09/28/2012 03:17 pm ET Updated Nov 28, 2012

American President: Out on a Limb

In his talk before the United Nations on Sept. 26, President Barack Obama had this to say about Iran: "America wants to resolve this (nuclear) issue through diplomacy, and we believe there is still time and space to do so. But time is not unlimited... a nuclear-armed Iran is not a challenge that can be contained... the U.S. will do what we must to prevent Iran from obtaining a nuclear weapon."

Earlier, on March 4, 2012, Mr. Obama put it more succinctly: "Iran's leaders should know that I do not have a policy of containment. I have a policy to prevent Iran from obtaining a nuclear weapon."

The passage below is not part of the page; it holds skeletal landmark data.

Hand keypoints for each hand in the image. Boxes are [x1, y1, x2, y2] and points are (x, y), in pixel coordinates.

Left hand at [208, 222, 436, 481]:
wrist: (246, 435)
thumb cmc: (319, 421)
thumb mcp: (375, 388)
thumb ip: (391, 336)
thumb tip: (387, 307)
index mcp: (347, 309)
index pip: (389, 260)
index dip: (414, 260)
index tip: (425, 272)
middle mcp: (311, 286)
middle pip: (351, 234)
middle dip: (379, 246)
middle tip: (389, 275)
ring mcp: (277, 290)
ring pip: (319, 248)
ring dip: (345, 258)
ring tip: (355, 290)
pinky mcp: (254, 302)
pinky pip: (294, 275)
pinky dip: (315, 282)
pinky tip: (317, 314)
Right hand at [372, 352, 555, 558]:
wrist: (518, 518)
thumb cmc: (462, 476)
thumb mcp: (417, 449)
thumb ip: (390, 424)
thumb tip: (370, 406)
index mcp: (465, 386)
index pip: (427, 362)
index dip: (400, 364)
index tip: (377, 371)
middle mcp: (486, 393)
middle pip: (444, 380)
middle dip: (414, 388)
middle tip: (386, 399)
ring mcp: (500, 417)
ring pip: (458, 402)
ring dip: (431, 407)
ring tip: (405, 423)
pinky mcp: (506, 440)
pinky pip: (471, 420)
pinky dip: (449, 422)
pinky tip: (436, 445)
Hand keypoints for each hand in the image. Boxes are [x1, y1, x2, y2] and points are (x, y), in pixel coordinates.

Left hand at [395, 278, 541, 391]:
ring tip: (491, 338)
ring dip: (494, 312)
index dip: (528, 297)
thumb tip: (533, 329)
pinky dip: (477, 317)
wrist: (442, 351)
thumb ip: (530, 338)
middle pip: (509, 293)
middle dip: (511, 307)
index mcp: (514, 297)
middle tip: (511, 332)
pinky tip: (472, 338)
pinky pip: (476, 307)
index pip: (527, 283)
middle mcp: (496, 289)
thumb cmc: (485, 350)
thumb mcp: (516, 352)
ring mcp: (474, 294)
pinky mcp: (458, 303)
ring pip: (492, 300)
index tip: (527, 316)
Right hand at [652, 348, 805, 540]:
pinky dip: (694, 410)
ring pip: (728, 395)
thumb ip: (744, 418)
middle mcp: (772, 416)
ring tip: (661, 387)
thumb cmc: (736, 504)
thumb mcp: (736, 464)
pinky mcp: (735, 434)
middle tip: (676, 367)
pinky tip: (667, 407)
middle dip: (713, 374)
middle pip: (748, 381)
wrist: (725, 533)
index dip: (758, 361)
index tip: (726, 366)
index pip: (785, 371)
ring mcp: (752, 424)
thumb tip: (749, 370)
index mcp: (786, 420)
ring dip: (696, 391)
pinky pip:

Behind this rhetoric is an implicit threat to use military force against Iran. Yet in the seven United Nations resolutions regarding Iran's nuclear program, there is nowhere a threat, whether contingent or not, of the use of military force. All but one of the resolutions invokes Chapter VII. What does Chapter VII say? It allows the Security Council to "determine the existence of any threat to the peace or act of aggression" and to take military and non-military action to "restore international peace and security."

Further, the UN Charter prohibits member states of the UN from attacking other UN member states. Thus if the U.S. does go ahead with a military attack on Iran, as things stand now it will be a violation of international law.

Assuming that things remain stable between now and the American presidential election (which is not certain, as there could be a wild-card action), and assuming Barack Obama is re-elected, which again is not certain, he will have to eat a certain amount of crow if he does not attack Iran. But this is not so grave: There are precedents for the U.S. backing off from commitments to stop nuclear weapons programs: Pakistan, North Korea.

So assuming that negotiations over the Iranian nuclear program will resume after the American presidential elections, as most observers think they will, we will have to see if the policy of stiffing the Iranians -- who abhor foreign pressure, in view of their both glorious and inglorious past -- will continue not to work; or whether U.S. concessions, which have not been forthcoming so far, will dent the ideological obduracy of he Iranian position.